Как-то у дома на Macel dei Corvi остановился экипаж, запряжённый четвёркой лошадей. Из него вышел статный Леонардо да Винчи с одним из своих учеников. Микеланджело тепло встретил великого мастера, подивившись неожиданному визиту. Гость огляделся и подошёл к большому картону, висящему над лестницей, ведущей на второй этаж. На рисунке был изображён призрак смерти с гробом на плечах, а под ним начертанная рукой Микеланджело эпитафия, которую Леонардо не разобрал из-за корявого почерка.

Ничего не сказав и пожав плечами, он подошёл к незаконченному Моисею и двум фигурам рабов. Молчание затянулось. Наконец, отойдя от скульптур, гость неожиданно спросил:

— А что вы думаете о новом стремительном взлёте нашего молодого коллеги?

— В Риме меня давно уже ничто не удивляет, — ответил Микеланджело. — Знаю только одно — он как вездесущий дух, которому благоволит фортуна.

— Вы правы. Нынче в Риме не особо привечают искусство. Вместо поэзии и музыки в почёте шуты и игрецы на дуде. Чувствую, что я здесь пришёлся не ко двору и делать мне больше в Риме нечего, — грустно промолвил Леонардо. — Когда-то в нашей Флоренции царил совершенно иной климат.

Он принялся увлечённо рассуждать о прежних славных временах, когда искусство для флорентийцев было необходимо как воздух и хлеб насущный. Хозяин дома хранил молчание, дав гостю высказать всё, что в душе наболело.
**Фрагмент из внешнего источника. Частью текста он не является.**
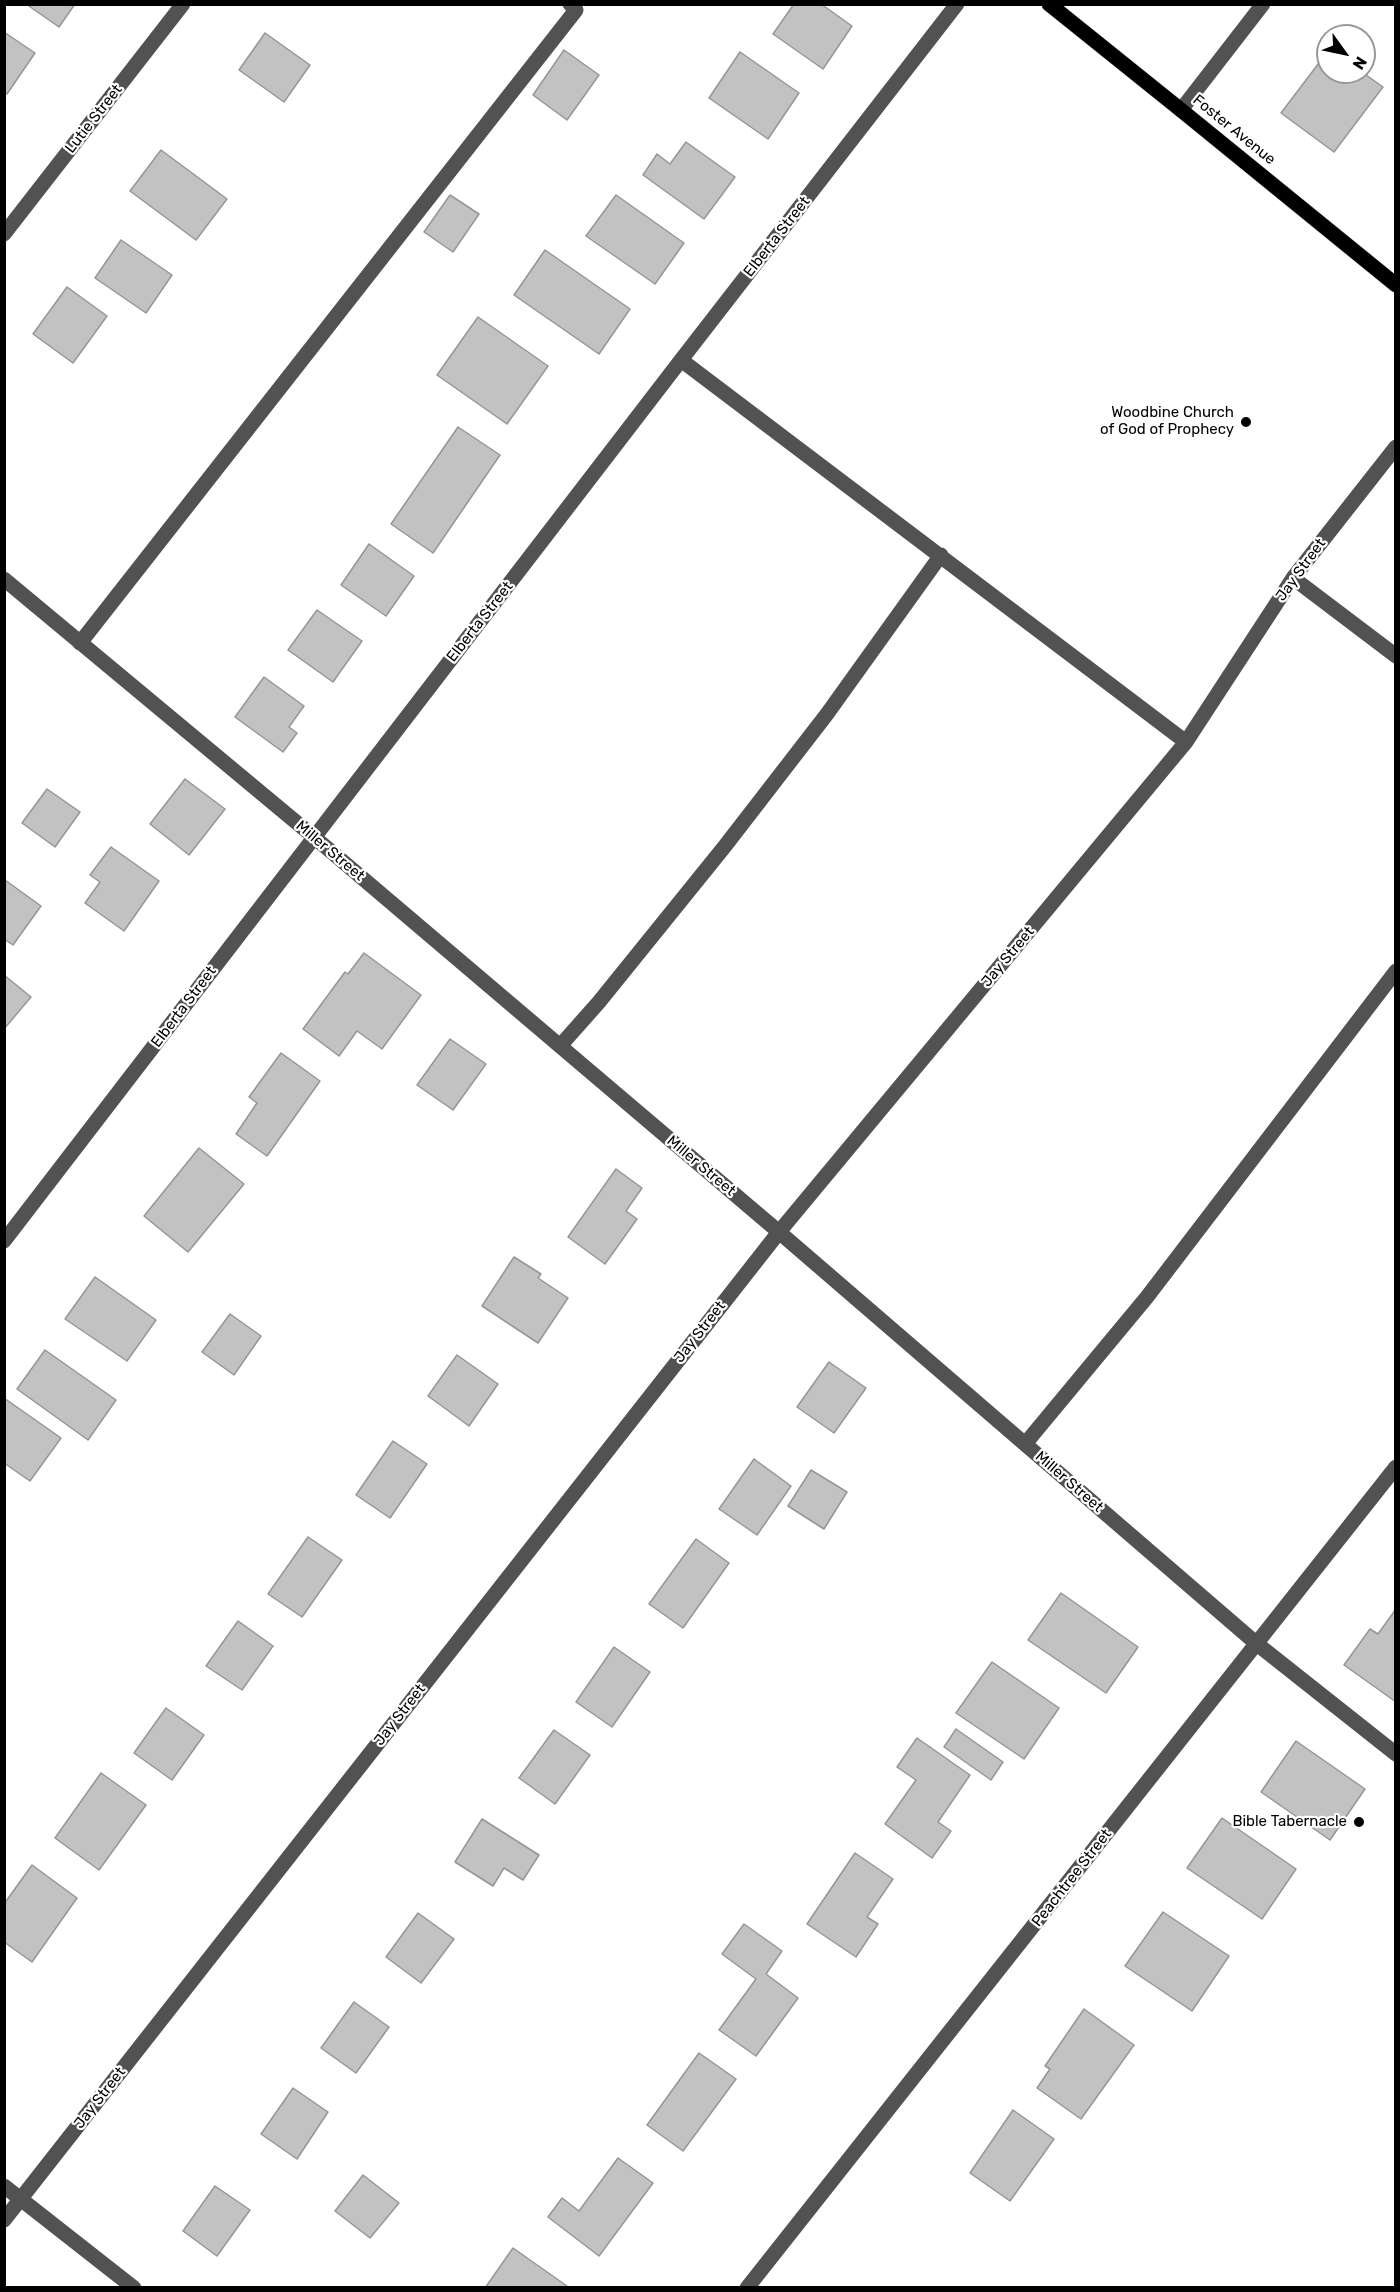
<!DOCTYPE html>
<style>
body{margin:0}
#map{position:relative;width:1400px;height:2292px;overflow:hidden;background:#fff;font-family:Rubik,sans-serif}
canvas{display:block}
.frame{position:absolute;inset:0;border:6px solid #000;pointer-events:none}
.north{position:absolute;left:1316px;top:24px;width:60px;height:60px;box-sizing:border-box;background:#fff;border:2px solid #999;border-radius:50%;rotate:123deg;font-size:16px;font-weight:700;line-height:24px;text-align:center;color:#000}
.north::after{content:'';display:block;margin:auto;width:21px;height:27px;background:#000;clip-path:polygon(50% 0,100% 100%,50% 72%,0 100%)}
</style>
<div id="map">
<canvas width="1400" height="2292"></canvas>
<div class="frame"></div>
<div class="north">N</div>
</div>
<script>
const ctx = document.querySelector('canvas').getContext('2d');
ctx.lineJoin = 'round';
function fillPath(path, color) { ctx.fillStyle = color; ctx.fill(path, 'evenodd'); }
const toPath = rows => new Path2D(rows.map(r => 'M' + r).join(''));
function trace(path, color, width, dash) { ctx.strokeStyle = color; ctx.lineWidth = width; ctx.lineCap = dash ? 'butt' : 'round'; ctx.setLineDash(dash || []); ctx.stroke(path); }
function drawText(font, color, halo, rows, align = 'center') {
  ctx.font = font + ' Rubik,sans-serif'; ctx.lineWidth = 4.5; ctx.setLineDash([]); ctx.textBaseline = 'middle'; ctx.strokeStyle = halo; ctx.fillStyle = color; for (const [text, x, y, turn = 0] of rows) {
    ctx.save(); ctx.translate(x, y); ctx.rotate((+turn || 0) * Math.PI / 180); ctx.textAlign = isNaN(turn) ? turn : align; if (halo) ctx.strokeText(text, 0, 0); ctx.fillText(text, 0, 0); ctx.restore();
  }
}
const building = toPath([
 [26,4,75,4,59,27,26,4],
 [794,4,821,4,852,26,823,69,773,34,794,4],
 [4,32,35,53,7,94,4,92,4,32],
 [265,33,310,65,284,102,239,70,265,33],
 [564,50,599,75,567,120,533,95,564,50],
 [1328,51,1328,72,1362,72,1383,87,1334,152,1281,113,1328,51],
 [740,52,799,93,768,139,709,98,740,52],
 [686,142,735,177,704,219,643,175,657,154,670,164,686,142],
 [161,150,227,199,196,240,130,191,161,150],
 [450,195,479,214,453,252,424,232,450,195],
 [616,195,684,243,655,284,586,236,616,195],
 [121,240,172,275,146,313,95,278,121,240],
 [545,250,630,309,599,354,514,295,545,250],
 [67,287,107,316,73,363,33,334,67,287],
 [478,317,548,366,507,424,437,375,478,317],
 [458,427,500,455,433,553,391,524,458,427],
 [369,544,414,576,386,616,341,585,369,544],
 [317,610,362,641,333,682,288,650,317,610],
 [264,677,304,706,289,727,297,733,283,752,235,717,264,677],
 [185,779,225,809,189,855,150,824,185,779],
 [47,789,80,812,55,847,22,823,47,789],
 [111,847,159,881,124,931,85,903,100,882,90,875,111,847],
 [5,880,41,906,13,945,4,939,5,880],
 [364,953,421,995,382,1049,357,1031,339,1056,303,1029,345,972,348,974,364,953],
 [4,975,31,997,4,1029,4,975],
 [450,1039,486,1064,453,1110,417,1085,450,1039],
 [281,1053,320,1081,267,1156,236,1134,257,1103,249,1097,281,1053],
 [199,1148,244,1184,188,1252,144,1216,199,1148],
 [616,1169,642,1188,626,1211,637,1219,605,1264,568,1237,616,1169],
 [514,1257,541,1274,538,1278,568,1298,538,1343,482,1306,514,1257],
 [95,1277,156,1320,127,1361,65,1319,95,1277],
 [230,1314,261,1336,234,1375,202,1352,230,1314],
 [45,1350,116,1400,88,1440,17,1389,45,1350],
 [457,1355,498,1384,469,1426,428,1396,457,1355],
 [829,1362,866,1388,834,1433,797,1407,829,1362],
 [4,1398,61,1438,30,1481,4,1463,4,1398],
 [393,1441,427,1464,390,1518,356,1495,393,1441],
 [754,1459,791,1486,757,1535,719,1509,754,1459],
 [811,1470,847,1492,824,1529,788,1506,811,1470],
 [308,1537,342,1560,302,1617,268,1594,308,1537],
 [696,1539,729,1563,683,1628,649,1604,696,1539],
 [1061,1593,1138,1647,1106,1693,1028,1640,1061,1593],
 [1396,1609,1396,1702,1344,1665,1370,1629,1378,1634,1396,1609],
 [238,1621,273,1646,242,1690,206,1666,238,1621],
 [614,1647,650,1672,612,1727,576,1702,614,1647],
 [992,1662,1059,1708,1024,1759,956,1713,992,1662],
 [166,1708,204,1735,172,1780,134,1753,166,1708],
 [956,1729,1003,1762,991,1780,944,1747,956,1729],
 [554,1730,590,1755,555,1804,519,1778,554,1730],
 [917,1738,970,1775,938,1822,951,1831,932,1858,885,1824,916,1780,897,1767,917,1738],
 [1296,1741,1365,1789,1330,1840,1261,1792,1296,1741],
 [101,1773,146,1805,99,1870,55,1838,101,1773],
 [1222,1818,1296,1869,1262,1919,1187,1868,1222,1818],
 [482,1819,539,1855,523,1880,504,1868,493,1886,455,1862,482,1819],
 [855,1853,893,1879,867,1917,878,1924,856,1957,807,1924,855,1853],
 [32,1865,77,1898,32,1962,4,1942,4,1904,32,1865],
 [1163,1912,1229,1956,1192,2011,1125,1966,1163,1912],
 [418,1913,454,1939,421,1983,386,1957,418,1913],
 [744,1924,782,1951,766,1974,798,1998,756,2056,719,2030,756,1979,722,1954,744,1924],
 [354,2002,389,2027,356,2073,321,2048,354,2002],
 [1084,2009,1134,2045,1081,2119,1037,2088,1050,2069,1045,2066,1084,2009],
 [699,2053,736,2079,683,2151,647,2125,699,2053],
 [293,2088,328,2112,297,2159,261,2134,293,2088],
 [1013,2110,1054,2139,1010,2201,970,2173,1013,2110],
 [618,2158,653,2183,599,2256,548,2217,562,2198,579,2211,618,2158],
 [363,2175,399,2203,370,2238,335,2211,363,2175],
 [215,2186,250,2210,217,2256,183,2231,215,2186],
 [513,2248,567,2286,567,2288,485,2288,513,2248]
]);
fillPath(building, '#c2c2c2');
trace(building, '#969696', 1.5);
const major = toPath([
 [1049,4,1181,110,1396,285]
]);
trace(major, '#dbdbdb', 16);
trace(toPath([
 [1181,110,1263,4],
 [4,234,183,4],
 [681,360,1186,742],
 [1293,578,1396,656],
 [4,579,314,837,779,1232,1257,1644,1396,1754],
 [80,643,576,10,570,4],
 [560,1046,599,1002,725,846,827,714,941,555],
 [4,1241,681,360,957,4],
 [1025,1444,1147,1297,1396,971],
 [4,2186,134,2288],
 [4,2220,779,1232,1186,742,1293,578,1396,447],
 [747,2288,1396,1467]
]), '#525252', 15);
trace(major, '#000', 15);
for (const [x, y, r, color] of [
 [1246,422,6,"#000"],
 [1359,1822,6,"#000"]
]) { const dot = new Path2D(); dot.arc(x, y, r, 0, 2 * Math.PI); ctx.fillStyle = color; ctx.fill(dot); trace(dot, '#fff', 2); }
drawText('15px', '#000', '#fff', [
 ["Lutie Street",94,119,-52],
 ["Foster Avenue",1234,130,39],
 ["Elberta Street",777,237,-52],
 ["Jay Street",1301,570,-54],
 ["Elberta Street",480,622,-52],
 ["Miller Street",330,851,40],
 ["Jay Street",1008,957,-50],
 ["Elberta Street",184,1007,-53],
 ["Miller Street",701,1166,40],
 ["Jay Street",700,1332,-52],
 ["Miller Street",1069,1482,41],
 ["Jay Street",400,1715,-52],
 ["Peachtree Street",1072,1878,-52],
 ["Jay Street",100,2098,-52]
]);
drawText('15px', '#000', '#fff', [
 ["Woodbine Church",1234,413],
 ["of God of Prophecy",1234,430],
 ["Bible Tabernacle",1347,1822]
], 'right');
</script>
Леонардо увлёкся, почувствовав внимание слушателя, но, верный своей манере, стал перемежать разговор на серьёзные темы шутливыми житейскими историями, рассказав вдруг о священнике, который распалился страстью, увидев голые ляжки стирающей прачки, и набросился на неё сзади.

— Вот вам блюститель морали, — весело закончил свой рассказ Леонардо. — Чем он отличается от дворового кобелька?

Думая о своём, Микеланджело слушал гостя вполуха и только ради приличия улыбнулся под конец скабрёзной истории. Трудно было понять ход мыслей и логику рассуждений великого мастера. Ясно было только одно — Леонардо переживал глубокую депрессию от сознания своей невостребованности в Риме.

После ухода Леонардо он задумался. Ему было искренне жаль постаревшего художника, не утратившего статности и величия духа. Всю жизнь он домогался расположения высоких покровителей, включая даже мерзкого выродка Цезаря Борджиа. Но был ли он свободен и счастлив? Они оба потерпели поражение во Флоренции, где схватка века, которую ждали от них флорентийцы, так и не состоялась, а теперь оба в папском Риме оказались не у дел.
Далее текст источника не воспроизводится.